R Recensione

8/10

Before I Disappear regia di Shawn Christensen

Drammatico
recensione di Enrico Cehovin

Richie (Shawn Christensen), un aspirante suicida, riceve una telefonata dalla sorella con cui da tempo non è più in contatto, Maggie (Emmy Rossum), costretta a chiedergli di passare a prendere sua figlia Sophia (Fátima Ptacek) fuori scuola e di accudirla per qualche ora.

"Yesterday I would have told you to kill me but today I have a niece."

È questa la battuta del protagonista con cui si potrebbe riassumere tutto il film.

La storia di un uomo, un tossicodipendente passivo-aggressivo tendente al suicidio, che troviamo a inizio film immerso in una vasca da bagno, con i polsi tagliati, in ammollo in acqua e sangue, depresso, senza più stimoli, desideroso di scrivere la giusta lettera all'amore perduto della sua vita, lettera che continua a riscrivere, incapace di trovare le giuste parole.

Ma la Morte non è ancora pronta per venirlo a prendere; per lui, al contrario, è in arrivo una telefonata, la telefonata di sua sorella che gli chiede di prendersi cura di sua figlia per un paio d'ore. "Okay", accetta. È questo lo stimolo che rimette Richie in moto, che lo fa incappare in una serie di circostanze che lo portano a riflettere e lo costringono a mettersi di fronte a se stesso. Una serie di incontri che lo porta a capire chi siano le persone veramente importanti nella sua vita, a capire chi siano veramente e soprattutto a definire quale sia il modo in cui lui stesso vuole relazionarsi con loro. La sorella Maggie, l'amico Gideon (Paul Wesley), il capo Bill (Ron Perlman) e, per prima, la nipote Sophia, ragazzina intelligentissima e già molto matura per la sua età con cui legherà velocemente.

È una storia sulla riscoperta di se stessi, attraverso la famiglia, l'affetto e l'amore, istituzioni e sentimenti a cui aggrapparsi per tenere duro e avere un motivo per vivere quando tutto sembra ormai irrimediabilmente perso e la vita stessa inutile.

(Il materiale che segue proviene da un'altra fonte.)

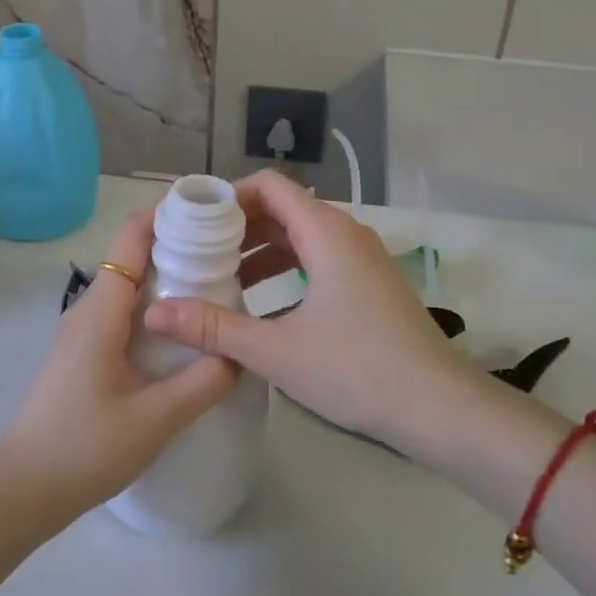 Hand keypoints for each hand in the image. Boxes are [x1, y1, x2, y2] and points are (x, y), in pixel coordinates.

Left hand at [0, 209, 238, 518]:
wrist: (23, 489)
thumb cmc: (85, 447)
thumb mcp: (156, 419)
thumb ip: (204, 381)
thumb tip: (240, 352)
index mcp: (102, 310)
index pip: (131, 237)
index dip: (166, 214)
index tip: (210, 212)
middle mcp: (89, 309)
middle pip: (133, 257)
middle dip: (177, 245)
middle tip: (228, 252)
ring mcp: (82, 331)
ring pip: (128, 287)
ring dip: (166, 278)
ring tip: (215, 286)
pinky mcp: (82, 352)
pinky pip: (122, 312)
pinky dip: (153, 306)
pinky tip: (180, 331)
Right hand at [143, 170, 474, 453]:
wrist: (441, 409)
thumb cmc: (358, 369)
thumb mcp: (277, 350)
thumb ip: (214, 328)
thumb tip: (154, 312)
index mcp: (326, 232)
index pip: (268, 185)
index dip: (227, 196)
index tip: (193, 224)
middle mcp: (345, 233)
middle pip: (281, 209)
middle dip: (237, 228)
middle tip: (196, 254)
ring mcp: (361, 259)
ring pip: (299, 237)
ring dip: (259, 252)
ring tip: (220, 280)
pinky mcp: (369, 284)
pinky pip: (317, 259)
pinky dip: (285, 270)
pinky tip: (261, 306)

Opera prima del regista Shawn Christensen, anche sceneggiatore e attore protagonista, è la versione "estesa" del suo pluripremiato cortometraggio Curfew che nel 2013 si era aggiudicato persino l'Oscar. Le parti aggiunte, però, sono perfettamente fuse a quelle che compongono il cortometraggio originale non facendo mai trasparire la sensazione dell'operazione di ingrandimento svolta.

La vicenda si svolge in un arco ridotto di tempo, grossomodo ventiquattr'ore. Ricorda inevitabilmente Fuori orario di Martin Scorsese, anche se in questo caso si fa molta più leva su emozioni e sentimenti che sull'intreccio vero e proprio basato sulla serie di sfortunati eventi.

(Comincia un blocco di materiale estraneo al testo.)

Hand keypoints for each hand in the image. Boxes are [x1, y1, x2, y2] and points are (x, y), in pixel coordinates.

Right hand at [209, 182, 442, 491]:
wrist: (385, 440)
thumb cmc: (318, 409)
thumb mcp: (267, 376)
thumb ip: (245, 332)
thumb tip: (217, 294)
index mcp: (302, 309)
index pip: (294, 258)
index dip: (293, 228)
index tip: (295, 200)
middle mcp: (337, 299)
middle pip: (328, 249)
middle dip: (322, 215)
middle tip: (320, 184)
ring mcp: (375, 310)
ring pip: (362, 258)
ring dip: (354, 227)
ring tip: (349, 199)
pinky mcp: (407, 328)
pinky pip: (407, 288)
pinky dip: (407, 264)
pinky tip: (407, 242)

La regia è molto influenzata dal linguaggio del videoclip, e si affida spesso ad abbondanti sfocature e lunghi carrelli laterali paralleli all'azione. La musica abbonda e spesso sovrasta tutto il resto come nel ballo sulla pista da bowling, già presente nel cortometraggio d'origine, o nel lungo tragitto verso l'ascensore dominato da "Five Years" di David Bowie, invece nuovo.

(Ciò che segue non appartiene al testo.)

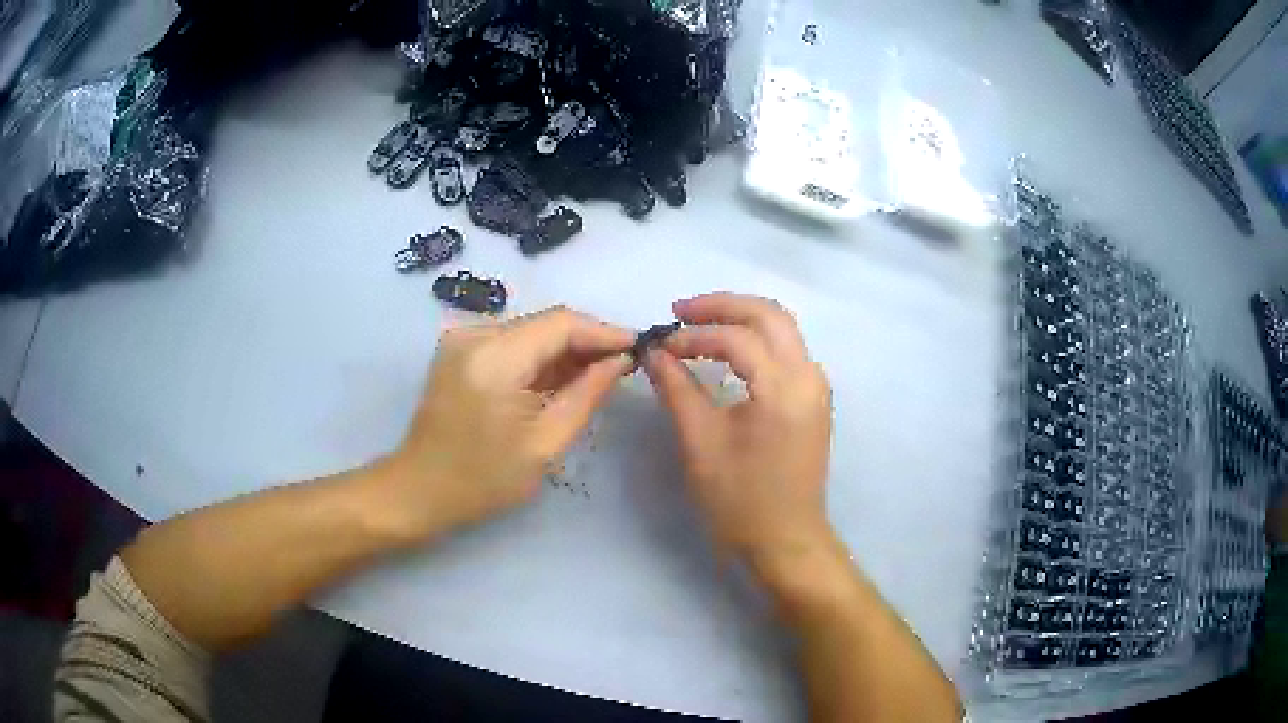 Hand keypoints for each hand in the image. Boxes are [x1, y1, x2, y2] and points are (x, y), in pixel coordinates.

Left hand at [382, 307, 633, 537]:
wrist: (421, 489)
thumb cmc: (484, 479)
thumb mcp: (546, 443)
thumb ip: (587, 393)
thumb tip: (621, 360)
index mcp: (494, 358)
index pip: (561, 323)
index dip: (604, 331)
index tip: (639, 347)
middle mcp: (474, 334)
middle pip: (546, 323)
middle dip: (587, 342)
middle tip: (624, 365)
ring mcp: (463, 339)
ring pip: (531, 331)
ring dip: (564, 350)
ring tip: (599, 375)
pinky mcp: (460, 350)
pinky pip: (512, 343)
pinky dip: (540, 358)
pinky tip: (561, 379)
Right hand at [644, 293, 834, 577]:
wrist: (786, 540)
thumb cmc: (740, 500)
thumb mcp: (700, 443)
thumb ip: (677, 389)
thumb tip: (654, 352)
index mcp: (783, 390)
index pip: (737, 338)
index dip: (694, 335)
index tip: (661, 346)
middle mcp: (808, 377)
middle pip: (770, 315)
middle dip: (723, 306)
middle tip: (681, 311)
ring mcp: (817, 387)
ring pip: (782, 328)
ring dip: (741, 318)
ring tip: (699, 325)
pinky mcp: (814, 399)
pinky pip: (787, 350)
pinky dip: (756, 338)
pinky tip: (728, 349)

La fotografia, che fa prevalere nero, rosso e giallo, è molto costruita, spesso addobbata con luci puntiformi dai colori sgargianti sfocate sullo sfondo.

Un occhio particolare viene dato alla tecnologia. Il protagonista si serve esclusivamente di telefoni fissi, da quello rosso scarlatto in casa sua, alla cabina telefonica in strada, al cordless in casa della sorella; l'unico smartphone con cui viene a contatto è rotto ed appartiene ad una ragazza che trova morta per overdose in un bagno. Forse perché la sua vita è appesa a un filo ed è proprio attraverso il filo telefonico che passa la telefonata, la prima della serie, che lo riporterà in carreggiata.